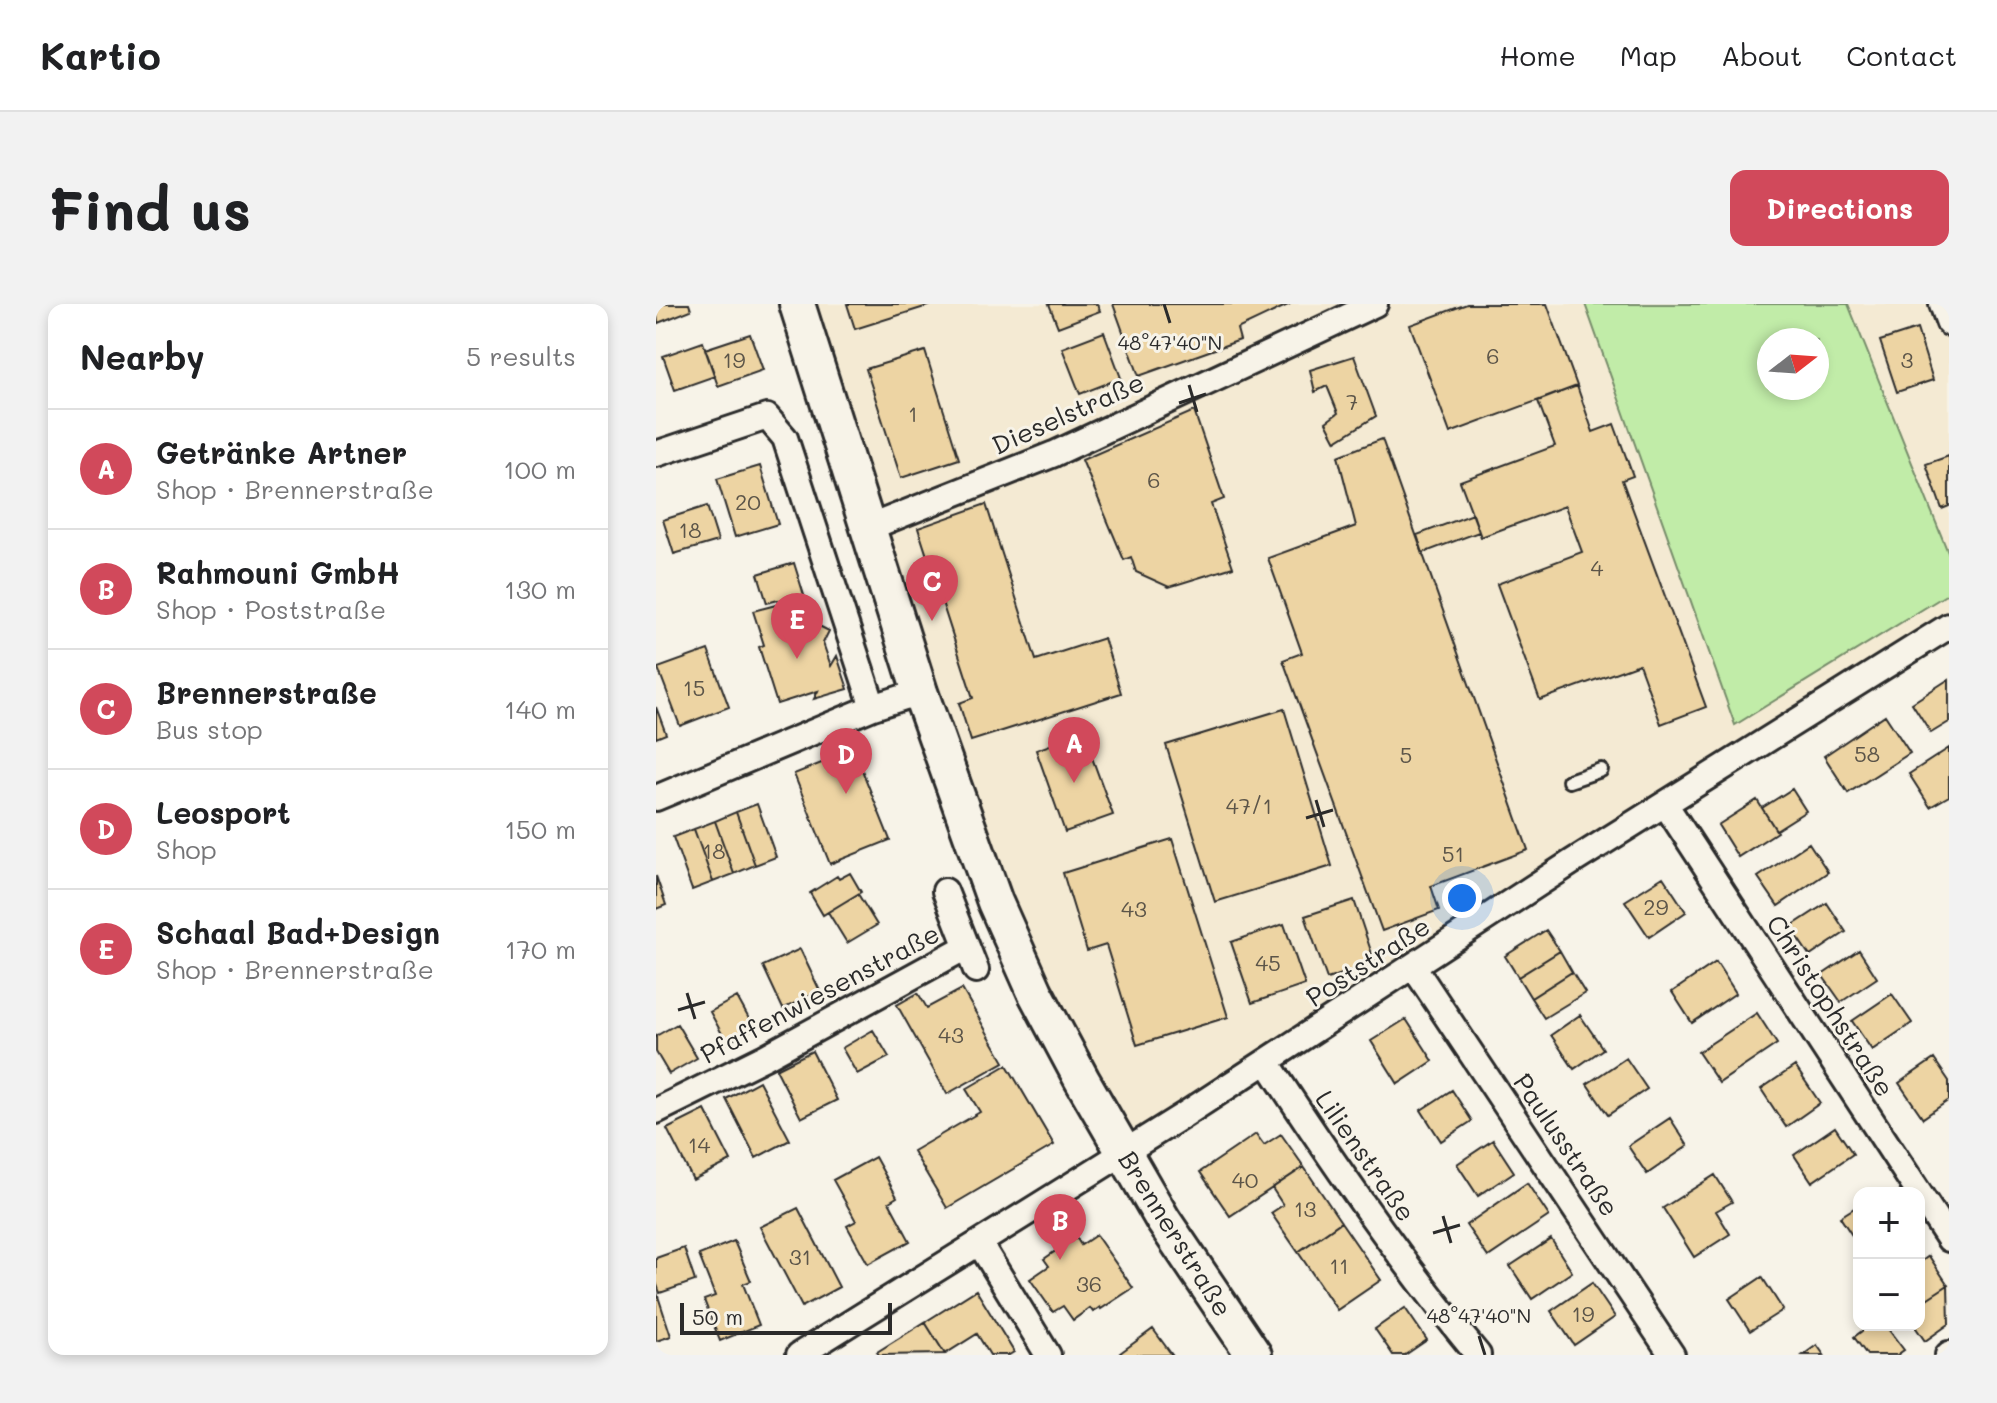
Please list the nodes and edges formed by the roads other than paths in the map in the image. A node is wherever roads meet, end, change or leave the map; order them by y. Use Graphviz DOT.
graph roads {
  1 [pos="797,304"];
  2 [pos="1942,304"];
  3 [pos="1368,305"];
  4 [pos="1949,323"];
  5 [pos="658,446"];
  6 [pos="868,528"];
  7 [pos="1949,626"];
  8 [pos="920,692"];
  9 [pos="873,707"];
  10 [pos="1601,770"];
  11 [pos="1569,781"];
  12 [pos="656,798"];
  13 [pos="1665,804"];
  14 [pos="945,891"];
  15 [pos="966,947"];
  16 [pos="1413,966"];
  17 [pos="976,970"];
  18 [pos="1267,1062"];
  19 [pos="656,1111"];
  20 [pos="1123,1153"];
  21 [pos="1949,1239"];
  22 [pos="980,1244"];
  23 [pos="799,1355"];
  24 [pos="1048,1355"];
  25 [pos="1254,1355"];
  26 [pos="1478,1355"];
  27 [pos="1672,1355"];
  1 -- 6 [label="main road, Brennerstraße"];
  2 -- 4 [label="street"];
  3 -- 6 [label="street, Dieselstraße"];
  5 -- 9 [label="street"];
  6 -- 8 [label="main road, Brennerstraße"];
  7 -- 13 [label="street, Poststraße"];
  8 -- 9 [label="street"];
  8 -- 20 [label="main road, Brennerstraße"];
  9 -- 12 [label="street"];
  10 -- 11 [label="lane"];
  13 -- 16 [label="street, Poststraße"];
  13 -- 21 [label="street, Christophstraße"];
  14 -- 15 [label="street, Pfaffenwiesenstraße"];
  15 -- 17 [label="street, Pfaffenwiesenstraße"];
  15 -- 19 [label="street, Pfaffenwiesenstraße"];
  16 -- 18 [label="street, Poststraße"];
  16 -- 27 [label="street, Paulusstraße"];
  18 -- 20 [label="street, Poststraße"];
  18 -- 26 [label="street, Lilienstraße"];
  20 -- 22 [label="street, Poststraße"];
  20 -- 25 [label="main road, Brennerstraße"];
  22 -- 23 [label="street, Poststraße"];
  22 -- 24 [label="street"];
}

· · · ·

Work to complete:
Your reply should be the full data above, copied exactly, with no pictures in it.

Response:
Please list the nodes and edges formed by the roads other than paths in the map in the image. A node is wherever roads meet, end, change or leave the map; order them by y. Use Graphviz DOT.
graph roads {
  1 [pos="797,304"];
  2 [pos="1942,304"];
  3 [pos="1368,305"];
  4 [pos="1949,323"];
  5 [pos="658,446"];
  6 [pos="868,528"];
  7 [pos="1949,626"];
  8 [pos="920,692"];
  9 [pos="873,707"];
  10 [pos="1601,770"];
  11 [pos="1569,781"];
  12 [pos="656,798"];
  13 [pos="1665,804"];
  14 [pos="945,891"];
  15 [pos="966,947"];
  16 [pos="1413,966"];
  17 [pos="976,970"];
  18 [pos="1267,1062"];
  19 [pos="656,1111"];
  20 [pos="1123,1153"];
  21 [pos="1949,1239"];
  22 [pos="980,1244"];
  23 [pos="799,1355"];
  24 [pos="1048,1355"];
  25 [pos="1254,1355"];
  26 [pos="1478,1355"];
  27 [pos="1672,1355"];
  1 -- 6 [label="main road, Brennerstraße"];
  2 -- 4 [label="street"];
  3 -- 6 [label="street, Dieselstraße"];
  5 -- 9 [label="street"];
  6 -- 8 [label="main road, Brennerstraße"];
  7 -- 13 [label="street, Poststraße"];
  8 -- 9 [label="street"];
  8 -- 20 [label="main road, Brennerstraße"];
  9 -- 12 [label="street"];
  10 -- 11 [label="lane"];
  13 -- 16 [label="street, Poststraße"];
  13 -- 21 [label="street, Christophstraße"];
  14 -- 15 [label="street, Pfaffenwiesenstraße"];
  15 -- 17 [label="street, Pfaffenwiesenstraße"];
  15 -- 19 [label="street, Pfaffenwiesenstraße"];
  16 -- 18 [label="street, Poststraße"];
  16 -- 27 [label="street, Paulusstraße"];
  18 -- 20 [label="street, Poststraße"];
  18 -- 26 [label="street, Lilienstraße"];
  20 -- 22 [label="street, Poststraße"];
  20 -- 25 [label="main road, Brennerstraße"];
  22 -- 23 [label="street, Poststraße"];
  22 -- 24 [label="street"];
}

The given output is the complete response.